When I wrote to you last Friday, I was in hourly expectation of seeing Mrs. Clinton, with whom I intended to have set out for Howard Grove. Mrs. Clinton came; but my plan was necessarily altered, for she brought me a letter,-the sweetest that ever was penned, from the best and kindest friend that ever orphan was blessed with, requiring my immediate attendance at Berry Hill.
I obeyed,-and pardon me if I own I obeyed without reluctance: after so long a separation, should I not else have been the most ungrateful of mortals?-And yet,-oh, Maria! though I wished to leave London, the gratification of my wish afforded me no happiness! and though I felt an impatience inexpressible to return hither, no words, no language, can explain the heaviness of heart with which I made the journey. I believe you would hardly have known me;-indeed, I hardly know myself. Perhaps, had I first seen you, in your kind and sympathizing bosom I might have ventured to have reposed every secret of my soul;-and then-but let me pursue my journal.

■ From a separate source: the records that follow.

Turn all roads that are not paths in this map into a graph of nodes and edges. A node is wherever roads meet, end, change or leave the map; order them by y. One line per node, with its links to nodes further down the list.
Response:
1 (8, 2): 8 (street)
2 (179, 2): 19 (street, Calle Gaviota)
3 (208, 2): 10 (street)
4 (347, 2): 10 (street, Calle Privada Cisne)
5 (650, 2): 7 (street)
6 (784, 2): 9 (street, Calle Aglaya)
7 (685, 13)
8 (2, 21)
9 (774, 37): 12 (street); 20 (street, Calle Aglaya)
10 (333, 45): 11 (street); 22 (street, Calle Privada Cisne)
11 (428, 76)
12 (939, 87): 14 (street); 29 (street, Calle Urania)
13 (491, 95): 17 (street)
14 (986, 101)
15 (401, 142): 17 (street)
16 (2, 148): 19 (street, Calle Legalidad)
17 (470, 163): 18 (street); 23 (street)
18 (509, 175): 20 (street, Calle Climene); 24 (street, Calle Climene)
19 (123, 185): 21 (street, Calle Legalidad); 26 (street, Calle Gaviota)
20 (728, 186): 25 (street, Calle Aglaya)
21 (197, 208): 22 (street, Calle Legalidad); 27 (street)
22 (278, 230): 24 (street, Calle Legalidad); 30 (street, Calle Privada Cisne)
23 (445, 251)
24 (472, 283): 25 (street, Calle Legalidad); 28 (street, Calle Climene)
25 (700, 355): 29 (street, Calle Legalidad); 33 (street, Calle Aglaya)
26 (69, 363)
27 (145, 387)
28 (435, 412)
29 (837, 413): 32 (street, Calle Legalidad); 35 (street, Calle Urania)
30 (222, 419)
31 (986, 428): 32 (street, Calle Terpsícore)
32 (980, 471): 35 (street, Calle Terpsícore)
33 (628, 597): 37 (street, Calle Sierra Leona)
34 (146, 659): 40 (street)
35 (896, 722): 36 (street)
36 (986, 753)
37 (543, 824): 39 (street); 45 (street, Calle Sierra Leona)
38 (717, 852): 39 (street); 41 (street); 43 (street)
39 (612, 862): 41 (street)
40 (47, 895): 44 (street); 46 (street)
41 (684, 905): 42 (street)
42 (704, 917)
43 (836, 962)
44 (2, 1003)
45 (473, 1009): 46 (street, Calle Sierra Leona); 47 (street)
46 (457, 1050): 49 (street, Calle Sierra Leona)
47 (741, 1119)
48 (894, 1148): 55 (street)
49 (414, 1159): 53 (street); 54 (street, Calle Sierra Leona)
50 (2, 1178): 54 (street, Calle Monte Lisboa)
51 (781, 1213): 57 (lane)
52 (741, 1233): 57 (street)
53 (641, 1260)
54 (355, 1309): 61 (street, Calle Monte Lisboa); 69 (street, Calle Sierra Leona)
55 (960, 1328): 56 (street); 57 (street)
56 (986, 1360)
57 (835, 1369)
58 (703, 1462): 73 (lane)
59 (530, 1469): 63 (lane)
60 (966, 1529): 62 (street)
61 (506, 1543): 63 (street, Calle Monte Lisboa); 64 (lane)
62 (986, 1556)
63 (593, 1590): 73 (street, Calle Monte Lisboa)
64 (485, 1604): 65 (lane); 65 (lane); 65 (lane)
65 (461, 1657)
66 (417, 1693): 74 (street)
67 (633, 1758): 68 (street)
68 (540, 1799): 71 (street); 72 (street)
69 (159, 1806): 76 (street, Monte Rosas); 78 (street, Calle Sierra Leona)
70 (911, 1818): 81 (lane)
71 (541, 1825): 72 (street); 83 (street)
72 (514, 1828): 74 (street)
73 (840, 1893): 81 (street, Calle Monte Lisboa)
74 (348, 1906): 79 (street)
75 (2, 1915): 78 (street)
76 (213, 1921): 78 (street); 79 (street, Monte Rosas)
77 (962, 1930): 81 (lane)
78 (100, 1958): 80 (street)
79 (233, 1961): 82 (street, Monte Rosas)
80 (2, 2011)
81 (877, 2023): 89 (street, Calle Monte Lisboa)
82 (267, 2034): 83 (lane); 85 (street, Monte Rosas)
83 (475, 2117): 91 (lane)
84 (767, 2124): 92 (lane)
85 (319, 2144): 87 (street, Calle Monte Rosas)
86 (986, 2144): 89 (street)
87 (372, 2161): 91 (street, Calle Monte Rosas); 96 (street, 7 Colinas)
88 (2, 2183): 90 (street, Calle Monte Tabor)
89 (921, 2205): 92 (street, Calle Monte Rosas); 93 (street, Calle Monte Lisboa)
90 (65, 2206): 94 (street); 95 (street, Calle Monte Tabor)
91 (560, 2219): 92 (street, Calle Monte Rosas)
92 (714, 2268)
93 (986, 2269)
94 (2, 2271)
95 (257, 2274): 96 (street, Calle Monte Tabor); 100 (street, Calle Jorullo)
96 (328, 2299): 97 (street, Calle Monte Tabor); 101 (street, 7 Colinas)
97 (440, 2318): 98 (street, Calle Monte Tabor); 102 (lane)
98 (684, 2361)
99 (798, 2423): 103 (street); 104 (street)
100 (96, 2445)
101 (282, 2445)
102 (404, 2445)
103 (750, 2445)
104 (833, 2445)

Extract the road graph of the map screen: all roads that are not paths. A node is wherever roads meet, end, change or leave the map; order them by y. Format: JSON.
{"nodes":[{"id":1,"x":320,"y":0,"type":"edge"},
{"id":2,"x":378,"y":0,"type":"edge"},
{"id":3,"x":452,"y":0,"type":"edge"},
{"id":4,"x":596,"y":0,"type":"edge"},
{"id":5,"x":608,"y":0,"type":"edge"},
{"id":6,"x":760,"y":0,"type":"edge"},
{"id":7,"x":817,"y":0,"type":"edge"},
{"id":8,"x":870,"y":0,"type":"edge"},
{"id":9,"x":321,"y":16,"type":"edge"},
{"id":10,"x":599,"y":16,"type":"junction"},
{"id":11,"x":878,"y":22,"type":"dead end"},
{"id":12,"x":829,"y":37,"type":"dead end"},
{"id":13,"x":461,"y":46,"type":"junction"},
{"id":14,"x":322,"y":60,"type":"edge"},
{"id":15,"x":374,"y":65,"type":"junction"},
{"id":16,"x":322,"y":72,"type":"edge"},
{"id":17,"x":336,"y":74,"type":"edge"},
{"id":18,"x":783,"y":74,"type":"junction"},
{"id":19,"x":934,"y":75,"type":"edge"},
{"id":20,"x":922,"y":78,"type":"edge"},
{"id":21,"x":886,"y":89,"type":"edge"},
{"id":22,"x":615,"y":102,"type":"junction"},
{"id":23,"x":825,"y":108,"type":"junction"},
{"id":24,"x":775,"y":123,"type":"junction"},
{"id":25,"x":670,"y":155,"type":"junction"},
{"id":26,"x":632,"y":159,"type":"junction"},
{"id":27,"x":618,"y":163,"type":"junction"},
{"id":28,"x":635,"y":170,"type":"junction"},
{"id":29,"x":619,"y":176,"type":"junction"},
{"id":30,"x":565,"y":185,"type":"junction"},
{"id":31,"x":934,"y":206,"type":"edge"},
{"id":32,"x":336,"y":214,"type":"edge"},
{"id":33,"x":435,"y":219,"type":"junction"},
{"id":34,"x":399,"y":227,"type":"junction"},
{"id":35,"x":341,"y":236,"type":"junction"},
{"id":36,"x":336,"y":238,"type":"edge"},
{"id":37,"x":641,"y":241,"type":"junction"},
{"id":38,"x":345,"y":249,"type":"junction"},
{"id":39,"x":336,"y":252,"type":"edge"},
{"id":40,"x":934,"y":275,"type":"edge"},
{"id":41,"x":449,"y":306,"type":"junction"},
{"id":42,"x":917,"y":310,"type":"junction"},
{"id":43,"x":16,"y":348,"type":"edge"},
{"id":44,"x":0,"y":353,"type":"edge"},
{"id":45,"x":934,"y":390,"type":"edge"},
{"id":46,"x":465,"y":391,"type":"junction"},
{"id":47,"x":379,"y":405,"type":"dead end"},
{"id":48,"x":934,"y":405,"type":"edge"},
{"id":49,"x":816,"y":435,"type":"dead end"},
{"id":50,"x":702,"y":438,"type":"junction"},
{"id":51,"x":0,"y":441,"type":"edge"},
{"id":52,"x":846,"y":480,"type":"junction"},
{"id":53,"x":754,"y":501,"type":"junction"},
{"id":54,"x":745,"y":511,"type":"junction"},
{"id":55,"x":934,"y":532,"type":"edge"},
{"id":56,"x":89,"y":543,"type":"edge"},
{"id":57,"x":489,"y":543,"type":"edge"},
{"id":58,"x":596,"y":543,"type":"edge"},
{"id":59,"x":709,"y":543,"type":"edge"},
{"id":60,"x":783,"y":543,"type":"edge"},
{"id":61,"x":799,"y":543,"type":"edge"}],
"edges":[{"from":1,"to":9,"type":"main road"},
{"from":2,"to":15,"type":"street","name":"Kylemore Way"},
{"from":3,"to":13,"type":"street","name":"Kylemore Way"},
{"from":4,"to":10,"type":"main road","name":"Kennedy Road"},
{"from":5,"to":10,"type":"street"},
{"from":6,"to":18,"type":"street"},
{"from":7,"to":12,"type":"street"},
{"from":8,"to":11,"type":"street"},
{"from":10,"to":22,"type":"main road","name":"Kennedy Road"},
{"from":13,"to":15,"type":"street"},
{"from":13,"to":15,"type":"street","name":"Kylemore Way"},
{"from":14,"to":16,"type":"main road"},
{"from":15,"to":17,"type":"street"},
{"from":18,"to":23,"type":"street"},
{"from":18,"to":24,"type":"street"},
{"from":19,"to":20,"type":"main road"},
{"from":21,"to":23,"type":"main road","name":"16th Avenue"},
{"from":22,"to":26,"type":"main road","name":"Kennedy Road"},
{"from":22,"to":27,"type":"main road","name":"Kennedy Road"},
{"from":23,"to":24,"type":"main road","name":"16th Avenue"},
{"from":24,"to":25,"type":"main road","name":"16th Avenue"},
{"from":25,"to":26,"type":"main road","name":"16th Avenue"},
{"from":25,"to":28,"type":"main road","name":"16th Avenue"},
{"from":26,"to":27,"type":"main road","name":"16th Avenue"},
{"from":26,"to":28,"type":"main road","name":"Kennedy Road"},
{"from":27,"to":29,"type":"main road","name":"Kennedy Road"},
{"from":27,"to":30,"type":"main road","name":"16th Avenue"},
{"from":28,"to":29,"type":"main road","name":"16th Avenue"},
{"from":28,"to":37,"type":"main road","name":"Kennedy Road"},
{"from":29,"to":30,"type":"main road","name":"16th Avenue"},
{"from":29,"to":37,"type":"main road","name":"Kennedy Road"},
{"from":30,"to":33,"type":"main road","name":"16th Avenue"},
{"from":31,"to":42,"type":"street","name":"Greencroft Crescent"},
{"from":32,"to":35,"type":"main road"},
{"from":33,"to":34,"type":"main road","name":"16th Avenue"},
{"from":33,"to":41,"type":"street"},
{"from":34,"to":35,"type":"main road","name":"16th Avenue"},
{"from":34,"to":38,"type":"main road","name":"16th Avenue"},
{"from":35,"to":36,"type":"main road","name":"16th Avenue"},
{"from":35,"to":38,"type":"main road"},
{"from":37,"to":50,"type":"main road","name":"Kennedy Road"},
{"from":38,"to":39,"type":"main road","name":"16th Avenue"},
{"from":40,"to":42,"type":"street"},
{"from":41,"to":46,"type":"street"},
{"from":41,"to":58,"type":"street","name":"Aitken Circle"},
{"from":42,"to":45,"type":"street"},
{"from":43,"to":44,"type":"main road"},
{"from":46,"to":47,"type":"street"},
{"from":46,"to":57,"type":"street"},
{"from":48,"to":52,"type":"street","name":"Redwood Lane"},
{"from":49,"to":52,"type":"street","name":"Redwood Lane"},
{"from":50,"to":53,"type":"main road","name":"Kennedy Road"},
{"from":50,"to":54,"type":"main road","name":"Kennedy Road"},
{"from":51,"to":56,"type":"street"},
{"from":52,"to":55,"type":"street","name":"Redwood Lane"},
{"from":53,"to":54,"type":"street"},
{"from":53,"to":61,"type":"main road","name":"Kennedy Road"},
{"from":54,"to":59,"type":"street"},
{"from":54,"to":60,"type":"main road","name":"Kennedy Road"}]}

Mrs. Clinton delivered Madame Duval a letter from Mr. Villars, which requested her leave for my return; and, indeed, it was very readily accorded: yet, when she found, by my willingness to quit town that M. Du Bois was really indifferent to me, she somewhat softened in my favour; and declared, that, but for punishing his folly in thinking of such a child, she would not have consented to my being again buried in the country.